YOUR ASSIGNMENT: Drop every image and restate the entries below word for word.

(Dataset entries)

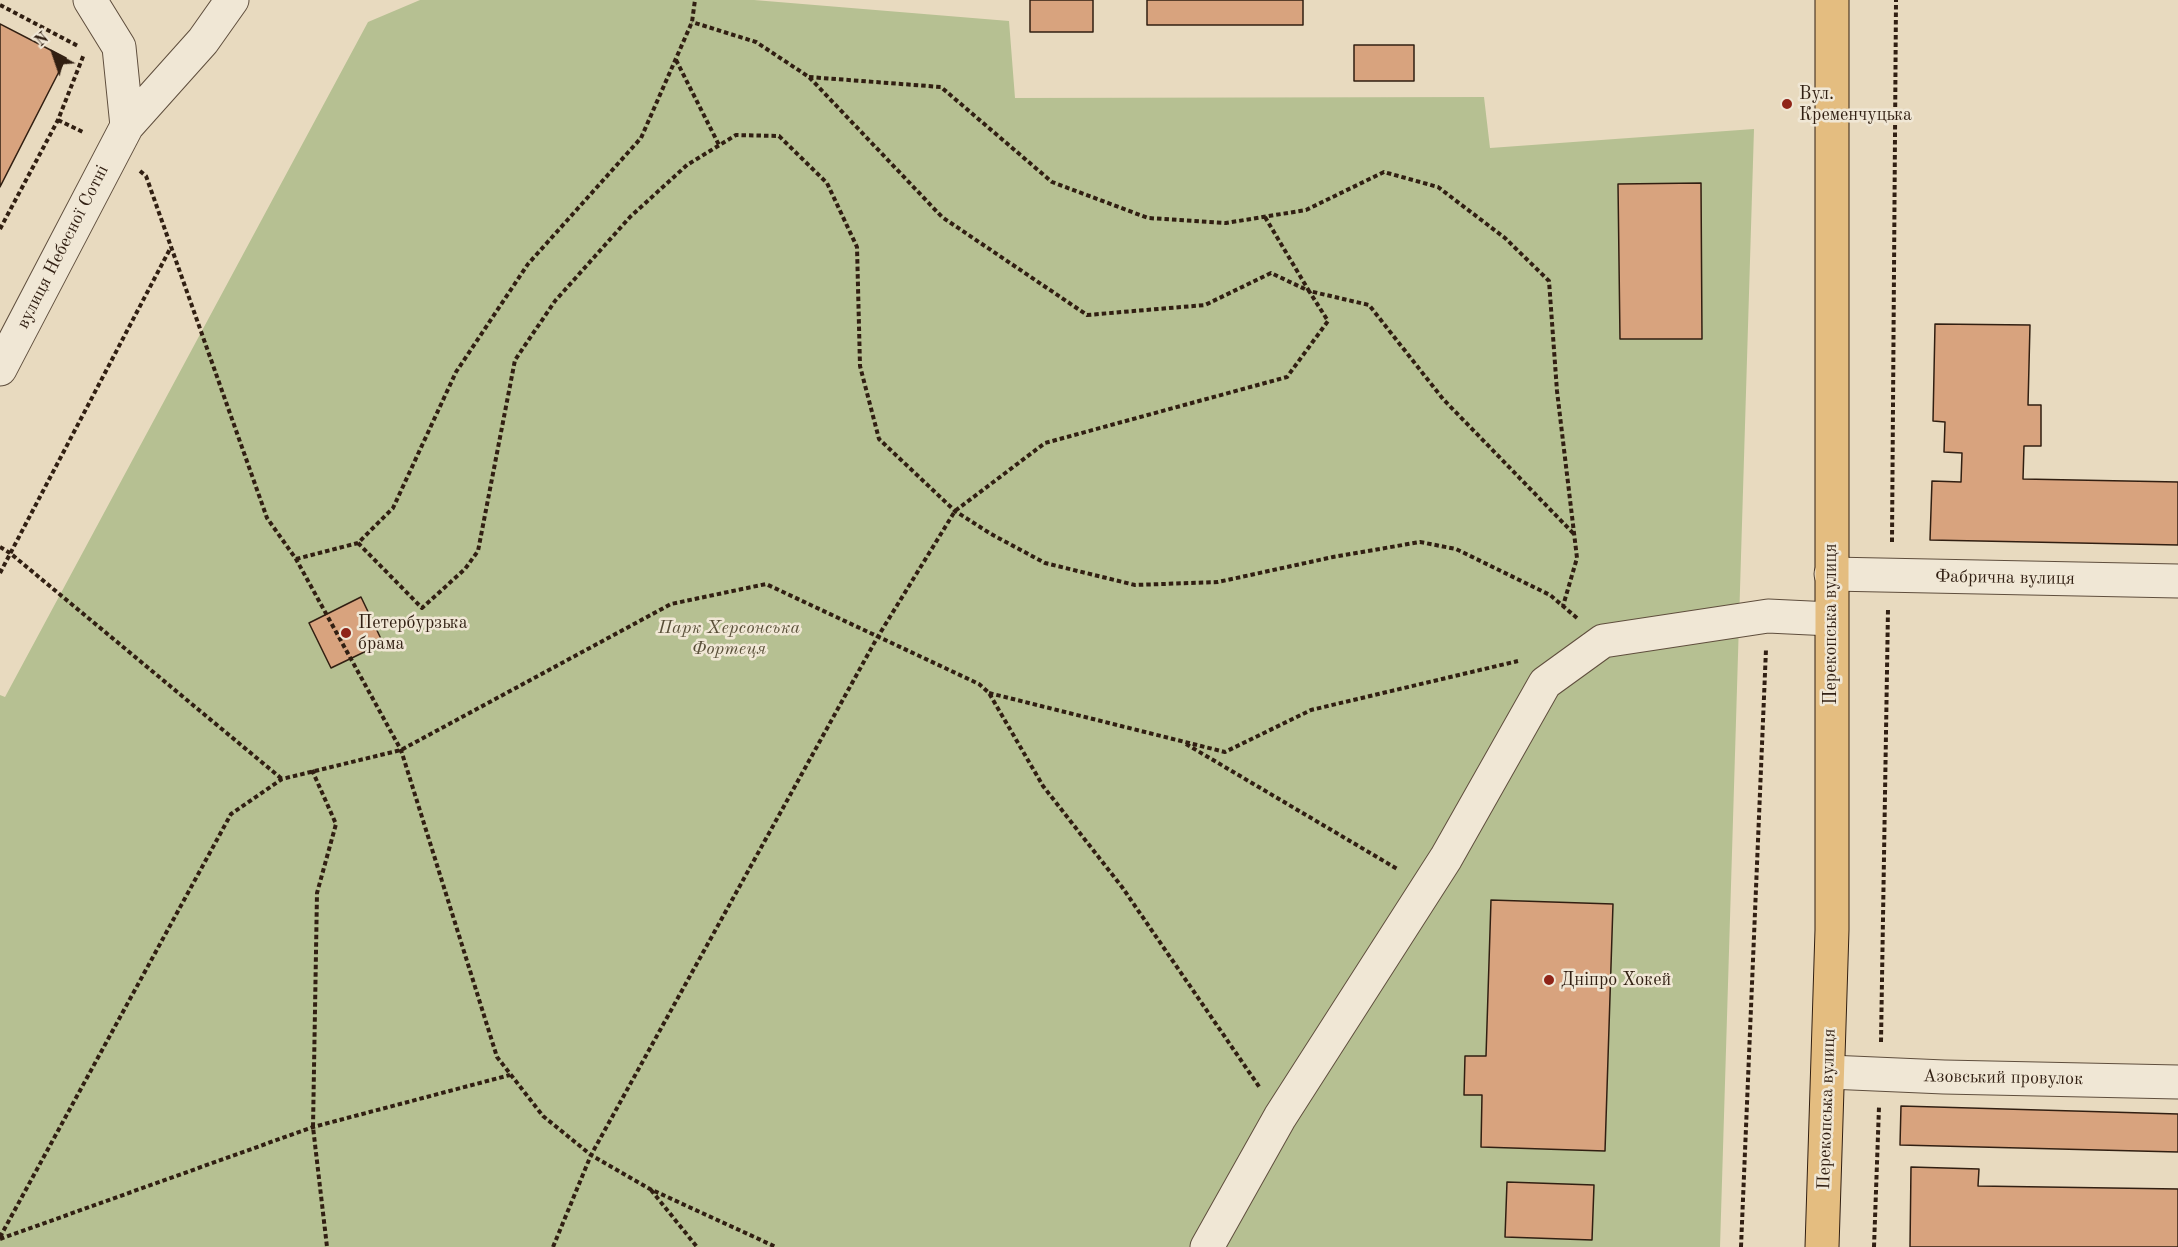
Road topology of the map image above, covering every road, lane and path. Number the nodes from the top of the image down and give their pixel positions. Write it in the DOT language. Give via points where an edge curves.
graph roads {
  1 [pos="90,0"];
  2 [pos="232,0"];
  3 [pos="695,0"];
  4 [pos="1832,0"];
  5 [pos="1896,0"];
  6 [pos="0,5"];
  7 [pos="692,22"];
  8 [pos="675,59"];
  9 [pos="808,77"];
  10 [pos="121,137"];
  11 [pos="719,145"];
  12 [pos="1265,217"];
  13 [pos="0,229"];
  14 [pos="171,247"];
  15 [pos="1309,291"];
  16 [pos="0,369"];
  17 [pos="955,511"];
  18 [pos="1574,534"];
  19 [pos="358,543"];
  20 [pos="0,547"];
  21 [pos="10,553"];
  22 [pos="296,559"];
  23 [pos="0,573"];
  24 [pos="1832,574"];
  25 [pos="1892,576"];
  26 [pos="2178,581"];
  27 [pos="1563,606"];
  28 [pos="1768,616"];
  29 [pos="1831,619"];
  30 [pos="877,638"];
  31 [pos="1603,641"];
  32 [pos="1526,659"];
  33 [pos="989,693"];
  34 [pos="1183,742"];
  35 [pos="401,750"];
  36 [pos="312,770"];
  37 [pos="282,779"];
  38 [pos="1427,886"];
  39 [pos="1829,1072"];
  40 [pos="510,1075"];
  41 [pos="1881,1076"];
  42 [pos="2178,1082"];
  43 [pos="1280,1117"];
  44 [pos="313,1127"];
  45 [pos="591,1155"];
  46 [pos="650,1190"];
  47 [pos="0,1238"];
  48 [pos="327,1247"];
  49 [pos="553,1247"];
  50 [pos="698,1247"];
  51 [pos="776,1247"];
  52 [pos="1207,1247"];
  53 [pos="1741,1247"];
  54 [pos="1822,1247"];
  55 [pos="1874,1247"];
  1 -- 10 [label="street" via="119,47"];
  2 -- 10 [label="street, вулиця Небесної Сотні" via="203,41"];
  3 -- 7 [label="path"];
  4 -- 24 [label="main road, Перекопська вулиця"];
  5 -- 25 [label="path"];
  6 -- 13 [label="path" via="86,50 58,120"];
  7 -- 8 [label="path"];
  7 -- 9 [label="path" via="756,42"];
  8 -- 11 [label="path"];
  8 -- 19 [label="path" via="641,138 528,264 456,372 393,508"];
  9 -- 12 [label="path" via="942,87 1052,182 1148,218 1226,223"];
  9 -- 15 [label="path" via="942,217 1086,315 1205,305 1271,273"];
  10 -- 14 [label="path" via="146,176"];
  10 -- 16 [label="street, вулиця Небесної Сотні"];
  11 -- 17 [label="path" via="736,135 779,136 827,183 857,248 860,366 879,439"];
  11 -- 19 [label="path" via="687,165 630,217 555,301 515,360 478,551 465,569 422,608"];
  12 -- 15 [label="path"];
  12 -- 18 [label="path" via="1306,210 1384,172 1438,187 1505,238 1549,280"];
  14 -- 21 [label="path"];
  14 -- 22 [label="path" via="267,518"];
  15 -- 17 [label="path" via="1328,321 1287,376 1045,442"];
  15 -- 18 [label="path" via="1369,305 1443,399"];
  17 -- 27 [label="path" via="1045,563 1135,585 1218,582 1420,542 1456,549 1551,594"];
  17 -- 30 [label="path"];
  18 -- 27 [label="path" via="1576,558"];
  19 -- 22 [label="path"];
  20 -- 21 [label="path"];
  21 -- 23 [label="path"];
  21 -- 37 [label="path"];
  22 -- 35 [label="path"];
  24 -- 25 [label="street, Фабрична вулиця"];
  24 -- 29 [label="main road, Перекопська вулиця"];
  25 -- 26 [label="street, Фабрична вулиця"];
  25 -- 41 [label="path" via="1888,611"];
  27 -- 31 [label="path"];
  28 -- 29 [label="street"];
  28 -- 31 [label="street"];
  28 -- 53 [label="path"];
  29 -- 39 [label="main road, Перекопська вулиця"];
  30 -- 33 [label="path" via="979,684"];
  30 -- 35 [label="path" via="766,584 671,604"];
  30 -- 45 [label="path"];
  31 -- 38 [label="street" via="1545,683"];
  32 -- 34 [label="path" via="1311,710 1225,752"];
  33 -- 34 [label="path"];
  33 -- 43 [label="path" via="1043,786 1122,887"];
  34 -- 38 [label="path"];
  35 -- 36 [label="path"];
  35 -- 40 [label="path" via="497,1057"];
  36 -- 37 [label="path"];
  36 -- 44 [label="path" via="336,824 316,892"];
  37 -- 47 [label="path" via="231,814"];
  38 -- 43 [label="street"];
  39 -- 41 [label="street, Азовський провулок"];
  39 -- 54 [label="main road, Перекопська вулиця"];
  40 -- 44 [label="path"];
  40 -- 45 [label="path" via="543,1116"];
  41 -- 42 [label="street, Азовський провулок"];
  41 -- 55 [label="path"];
  43 -- 52 [label="street"];
  44 -- 47 [label="path"];
  44 -- 48 [label="path"];
  45 -- 46 [label="path"];
  45 -- 49 [label="path"];
  46 -- 50 [label="path"];
  46 -- 51 [label="path"];
}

RESPONSE BOX:
Road topology of the map image above, covering every road, lane and path. Number the nodes from the top of the image down and give their pixel positions. Write it in the DOT language. Give via points where an edge curves.
graph roads {
  1 [pos="90,0"];
  2 [pos="232,0"];
  3 [pos="695,0"];
  4 [pos="1832,0"];
  5 [pos="1896,0"];
  6 [pos="0,5"];
  7 [pos="692,22"];
  8 [pos="675,59"];
  9 [pos="808,77"];
  10 [pos="121,137"];
  11 [pos="719,145"];
  12 [pos="1265,217"];
  13 [pos="0,229"];
  14 [pos="171,247"];
  15 [pos="1309,291"];
  16 [pos="0,369"];
  17 [pos="955,511"];
  18 [pos="1574,534"];
  19 [pos="358,543"];
  20 [pos="0,547"];
  21 [pos="10,553"];
  22 [pos="296,559"];
  23 [pos="0,573"];
  24 [pos="1832,574"];
  25 [pos="1892,576"];
  26 [pos="2178,581"];
  27 [pos="1563,606"];
  28 [pos="1768,616"];
  29 [pos="1831,619"];
  30 [pos="877,638"];
  31 [pos="1603,641"];
  32 [pos="1526,659"];
  33 [pos="989,693"];
  34 [pos="1183,742"];
  35 [pos="401,750"];
  36 [pos="312,770"];
  37 [pos="282,779"];
  38 [pos="1427,886"];
  39 [pos="1829,1072"];
  40 [pos="510,1075"];
  41 [pos="1881,1076"];
  42 [pos="2178,1082"];
  43 [pos="1280,1117"];
  44 [pos="313,1127"];
  45 [pos="591,1155"];
  46 [pos="650,1190"];
  47 [pos="0,1238"];
  48 [pos="327,1247"];
  49 [pos="553,1247"];
  50 [pos="698,1247"];
  51 [pos="776,1247"];
  52 [pos="1207,1247"];
  53 [pos="1741,1247"];
  54 [pos="1822,1247"];
  55 [pos="1874,1247"];
  1 -- 10 [label="street" via="119,47"];
  2 -- 10 [label="street, вулиця Небесної Сотні" via="203,41"];
  3 -- 7 [label="path"];
  4 -- 24 [label="main road, Перекопська вулиця"];
  5 -- 25 [label="path"];
  6 -- 13 [label="path" via="86,50 58,120"];
  7 -- 8 [label="path"];
  7 -- 9 [label="path" via="756,42"];
  8 -- 11 [label="path"];
  8 -- 19 [label="path" via="641,138 528,264 456,372 393,508"];
  9 -- 12 [label="path" via="942,87 1052,182 1148,218 1226,223"];
  9 -- 15 [label="path" via="942,217 1086,315 1205,305 1271,273"];
  10 -- 14 [label="path" via="146,176"];
  10 -- 16 [label="street, вулиця Небесної Сотні"];
  11 -- 17 [label="path" via="736,135 779,136 827,183 857,248 860,366 879,439"];
  11 -- 19 [label="path" via="687,165 630,217 555,301 515,360 478,551 465,569 422,608"];
  12 -- 15 [label="path"];
  12 -- 18 [label="path" via="1306,210 1384,172 1438,187 1505,238 1549,280"];
  14 -- 21 [label="path"];
  14 -- 22 [label="path" via="267,518"];
  15 -- 17 [label="path" via="1328,321 1287,376 1045,442"];
  15 -- 18 [label="path" via="1369,305 1443,399"];
  17 -- 27 [label="path" via="1045,563 1135,585 1218,582 1420,542 1456,549 1551,594"];
  17 -- 30 [label="path"];
  18 -- 27 [label="path" via="1576,558"];
  19 -- 22 [label="path"];
  20 -- 21 [label="path"];
  21 -- 23 [label="path"];
  21 -- 37 [label="path"];
  22 -- 35 [label="path"];
  24 -- 25 [label="street, Фабрична вулиця"];
  24 -- 29 [label="main road, Перекопська вулиця"];
  25 -- 26 [label="street, Фабрична вулиця"];
  25 -- 41 [label="path" via="1888,611"];
  27 -- 31 [label="path"];
  28 -- 29 [label="street"];
  28 -- 31 [label="street"];
  28 -- 53 [label="path"];
  29 -- 39 [label="main road, Перекопська вулиця"];
  30 -- 33 [label="path" via="979,684"];
  30 -- 35 [label="path" via="766,584 671,604"];
  30 -- 45 [label="path"];
  31 -- 38 [label="street" via="1545,683"];
  32 -- 34 [label="path" via="1311,710 1225,752"];
  33 -- 34 [label="path"];
  33 -- 43 [label="path" via="1043,786 1122,887"];
  34 -- 38 [label="path"];
  35 -- 36 [label="path"];
  35 -- 40 [label="path" via="497,1057"];
  36 -- 37 [label="path"];
  36 -- 44 [label="path" via="336,824 316,892"];
  37 -- 47 [label="path" via="231,814"];
  38 -- 43 [label="street"];
  39 -- 41 [label="street, Азовський провулок"];
  39 -- 54 [label="main road, Перекопська вулиця"];
  40 -- 44 [label="path"];
  40 -- 45 [label="path" via="543,1116"];
  41 -- 42 [label="street, Азовський провулок"];
  41 -- 55 [label="path"];
  43 -- 52 [label="street"];
  44 -- 47 [label="path"];
  44 -- 48 [label="path"];
  45 -- 46 [label="path"];
  45 -- 49 [label="path"];
  46 -- 50 [label="path"];
  46 -- 51 [label="path"];
}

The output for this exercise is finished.